* _Task to complete_
Below are lines of data; count those that contain "dasharray" and give the total alone.
[[ Data, beginning ]]
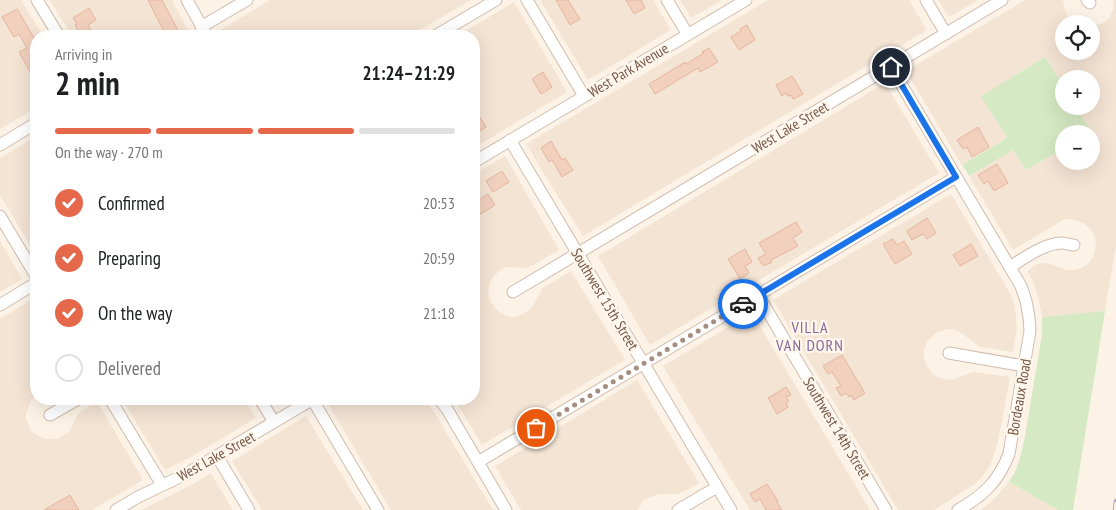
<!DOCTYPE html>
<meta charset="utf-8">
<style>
:root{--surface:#fff;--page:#f6f6f6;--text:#202124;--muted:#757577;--line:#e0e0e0;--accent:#e6684b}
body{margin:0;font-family:"PT Sans Narrow",sans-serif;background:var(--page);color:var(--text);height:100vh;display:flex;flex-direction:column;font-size:19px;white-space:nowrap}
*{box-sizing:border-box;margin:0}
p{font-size:16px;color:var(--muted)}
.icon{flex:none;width:28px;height:28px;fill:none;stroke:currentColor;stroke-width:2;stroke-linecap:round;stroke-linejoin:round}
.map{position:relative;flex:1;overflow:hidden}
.drawer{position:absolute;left:30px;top:30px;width:450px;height:375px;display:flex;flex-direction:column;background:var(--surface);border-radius:20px;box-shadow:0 5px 20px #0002}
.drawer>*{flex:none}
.buttons{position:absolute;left:1055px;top:15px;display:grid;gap:10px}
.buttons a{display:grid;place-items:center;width:45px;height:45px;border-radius:50%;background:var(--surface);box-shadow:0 5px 20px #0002;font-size:25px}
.pin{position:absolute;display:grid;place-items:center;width:42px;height:42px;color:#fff;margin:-21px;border:2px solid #fff;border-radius:50%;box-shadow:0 1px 5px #0007}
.courier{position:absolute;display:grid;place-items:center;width:50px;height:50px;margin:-25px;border:4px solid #1a73e8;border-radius:50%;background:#fff;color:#222;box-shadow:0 1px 6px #0007}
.summary em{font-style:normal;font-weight:800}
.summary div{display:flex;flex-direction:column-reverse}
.summary{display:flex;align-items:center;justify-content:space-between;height:85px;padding:0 25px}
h1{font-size:32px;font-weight:800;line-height:38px}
.bar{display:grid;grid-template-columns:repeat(4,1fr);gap:8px 5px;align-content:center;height:60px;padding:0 25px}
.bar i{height:6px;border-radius:4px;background:var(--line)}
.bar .on{background:var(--accent)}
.bar p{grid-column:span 4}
ol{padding:0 25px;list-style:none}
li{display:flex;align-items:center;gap:15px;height:55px}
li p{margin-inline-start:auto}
li .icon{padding:5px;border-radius:50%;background:var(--accent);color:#fff;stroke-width:4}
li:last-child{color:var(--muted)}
li i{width:28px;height:28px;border:2px solid var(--line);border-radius:50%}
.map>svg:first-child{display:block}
.residential{fill:#f4e4d4}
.green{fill:#d5eac4}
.building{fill:#f2d0be;stroke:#e4b69e}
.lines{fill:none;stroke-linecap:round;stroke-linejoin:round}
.street-casing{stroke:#d0bcae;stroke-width:13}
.street{stroke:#fff;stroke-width:11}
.rail-casing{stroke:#b5a4c6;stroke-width:4.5}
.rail{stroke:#fff7ec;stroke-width:2.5;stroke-dasharray:8;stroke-linecap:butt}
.done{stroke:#a58e81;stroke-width:5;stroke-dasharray:0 9}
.route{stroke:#1a73e8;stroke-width:6}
.labels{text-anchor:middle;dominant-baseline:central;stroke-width:4.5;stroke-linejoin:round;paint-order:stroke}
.street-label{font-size:15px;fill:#76584a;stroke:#fff7ec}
.neighbourhood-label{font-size:16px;letter-spacing:1px;fill:#866699;stroke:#fff7ec}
</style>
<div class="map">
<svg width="1116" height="510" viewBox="0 0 1116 510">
<rect width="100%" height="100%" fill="#fcf3e6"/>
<path class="residential" d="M0,0H21L43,36H36V108L0,129Z
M50,0H172L191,36H72Z
M270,0H471L410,36H219L217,32Z
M540,0H653L671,30L588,80Z
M680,0H722L691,18Z
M768,0H909L927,30L583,236L554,190L526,144Z
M938,0H978L949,17Z
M1025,0H1063L1065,10L1067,15L1075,24H1064V51H1091V27L1101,24L1107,20L1112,13L1114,7L1113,0H1116V246L1105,311L1042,317L1039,300L1034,284L1027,271L1037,264L1044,263H1048L1067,270H1075L1081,268L1088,264L1093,257L1096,246L1095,237L1091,230L1085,224L1072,219H1065L1013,250L969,176L1013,149L1026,170L1064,148V161H1091V134H1087L1091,131L1075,106H1091V79H1064V87L1045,57L982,96L1007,138L962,165L906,71Z
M514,2L567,92L474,148V36H457Z
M885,83L939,173L650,345L598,256Z
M36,136V255L0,195V158Z
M505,156L559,250L532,266L524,268L510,267L504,268L498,272L493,277L490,282L488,295L490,301L497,310L504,315L512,317L519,316L525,313L531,308L543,288L571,271L625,360L482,445L454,399H474V183L477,176L483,169Z
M951,194L1007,288L1012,297L1015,307L1017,329L1013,352L980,347L960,332L954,329H947L936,333L927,342L924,350V358L926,364L933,374L940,378L950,380L955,379L973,372L1010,377L998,442L990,466L981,478L972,486L934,510H898L773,300Z
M0,241L22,279L0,292Z
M34,298L36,302V396L31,400L26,413V419L32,432L45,439H58L64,435L69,432L78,414L83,410L97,401L143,480L92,510H0V319Z
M752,313L870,510H750L689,410L663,366Z
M637,380L699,483L679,494H660L653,496L643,501L637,510H521L495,466Z
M122,399H244L256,418L193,456L165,470Z
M336,399H422L432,409L437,417L493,510H391L328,404Z
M306,416L363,510H262L232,461Z
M211,473L233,510H141L195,483Z
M1009,482L1058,510H981L997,496Z"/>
<path class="green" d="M1045,57L1064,87V106H1075L1091,131L1087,134H1064V148L1026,170L1013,150L969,176L962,165L1007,138L981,96Z
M1105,311L1073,510H1058L1009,482L1015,472L1020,458L1025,436L1042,334V317Z"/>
<path class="building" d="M148,0H162L181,36H166Z
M556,0H568L580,19L570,25Z
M626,0H641L645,8L634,14Z
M89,8L96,20L88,25L92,32L84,36H81L75,25L77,24L73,18Z
M17,9L36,41V82L19,52L27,48L19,34L14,37L2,17Z
M747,25L755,40L739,50L731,37L741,31L740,29Z
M709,48L718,62L700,72L698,68L655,94L649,84L685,62L686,64L704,53L702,52Z
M543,72L552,87L541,94L532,79Z
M792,76L803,94L793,99L791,95L788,96L786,93L782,96L776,85Z
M479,116L486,127L474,135V120Z
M978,127L989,147L972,157L967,147L963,149L957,140Z
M551,141L562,160L565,158L573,170L562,177L552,160L549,162L541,148Z
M997,164L1008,183L994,191L988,181L984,184L978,175Z
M502,171L509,182L493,192L486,181Z
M488,194L495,205L479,215L474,206V203Z
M927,218L936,233L927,239L923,234L912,240L907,231Z
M796,222L802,232L793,238L798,246L771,260L772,262L763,266L758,258L766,254L759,243Z
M893,239L897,245L904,241L912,254L895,264L883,244Z
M971,244L978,256L960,266L953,255Z
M745,249L752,262L745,266L749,273L740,279L728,259Z
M842,355L865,393L854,400L851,395L849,397L846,393L841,396L836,388L841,386L832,372L828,374L823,366Z
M786,387L791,395L786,397L789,401L786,403L788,407L777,414L768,398Z
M767,484L778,501L777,502L782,510H766L760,499L755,502L750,494Z
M70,495L79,510H44Z"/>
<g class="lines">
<defs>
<path id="street" d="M37,0L59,36
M187,0L207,36
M527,0L584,96
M667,0L688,35
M926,0L946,34
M1087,0L1090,3
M201,27L247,0
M435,36L496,0
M891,67L1021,286L1026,301L1029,317L1030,331L1009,454C998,482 984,495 958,510
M510,140L731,510
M0,145L36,123
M474,162L746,0
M0,216L36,276
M1010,267C1024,258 1045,243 1062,243C1065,243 1070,245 1074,245
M513,292L1002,0
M758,295L886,510
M0,305L36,283
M949,353L1024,366
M110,399L162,485
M260,399L274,422
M312,399L378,510
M439,399L447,409L506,510
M50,415L78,399
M217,456L249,510
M478,462L956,177
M116,510L138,497L186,474L313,399
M678,510L717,487"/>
</defs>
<use href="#street" class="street-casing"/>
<use href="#street" class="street"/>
<defs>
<path id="rail" d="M1115,510L1116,501"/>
</defs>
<use href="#rail" class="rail-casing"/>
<use href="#rail" class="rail"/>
</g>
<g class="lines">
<path class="done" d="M536,428L743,304"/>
<path class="route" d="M743,304L956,177L891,67"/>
</g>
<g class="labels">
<g class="street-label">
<text transform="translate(628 70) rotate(-31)">West Park Avenue</text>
<text transform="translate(790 127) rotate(-31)">West Lake Street</text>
<text transform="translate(605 299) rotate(59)">Southwest 15th Street</text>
<text transform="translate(1019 397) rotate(-80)">Bordeaux Road</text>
<text transform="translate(837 428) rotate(59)">Southwest 14th Street</text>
<text transform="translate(216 456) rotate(-29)">West Lake Street</text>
</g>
<g class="neighbourhood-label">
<text x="810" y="327">VILLA<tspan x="810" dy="18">VAN DORN</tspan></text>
</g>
</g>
</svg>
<div class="buttons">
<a><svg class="icon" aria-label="locate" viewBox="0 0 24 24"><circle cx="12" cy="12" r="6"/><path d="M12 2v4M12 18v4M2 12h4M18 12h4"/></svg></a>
<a>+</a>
<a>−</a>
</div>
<div class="pin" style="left:536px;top:428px;background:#ea580c"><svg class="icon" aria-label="bag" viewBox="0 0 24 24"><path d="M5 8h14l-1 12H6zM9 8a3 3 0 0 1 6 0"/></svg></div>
<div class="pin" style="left:891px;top:67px;background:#1f2937"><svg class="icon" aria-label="home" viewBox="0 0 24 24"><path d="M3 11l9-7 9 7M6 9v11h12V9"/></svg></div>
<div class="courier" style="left:743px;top:304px"><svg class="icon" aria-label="car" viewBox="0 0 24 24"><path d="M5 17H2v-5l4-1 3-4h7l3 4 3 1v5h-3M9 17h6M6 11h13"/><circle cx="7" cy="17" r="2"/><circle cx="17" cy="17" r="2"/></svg></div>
<section class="drawer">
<div class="summary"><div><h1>2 min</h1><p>Arriving in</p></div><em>21:24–21:29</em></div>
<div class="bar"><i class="on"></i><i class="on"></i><i class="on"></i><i></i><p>On the way · 270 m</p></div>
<ol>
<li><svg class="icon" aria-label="check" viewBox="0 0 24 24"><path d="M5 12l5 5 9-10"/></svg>Confirmed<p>20:53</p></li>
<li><svg class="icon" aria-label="check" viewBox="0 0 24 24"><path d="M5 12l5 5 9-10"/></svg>Preparing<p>20:59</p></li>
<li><svg class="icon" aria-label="check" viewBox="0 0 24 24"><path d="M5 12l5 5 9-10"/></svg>On the way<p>21:18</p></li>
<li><i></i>Delivered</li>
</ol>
</section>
</div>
[[ Data, end ]]
* _Answer to this task_
2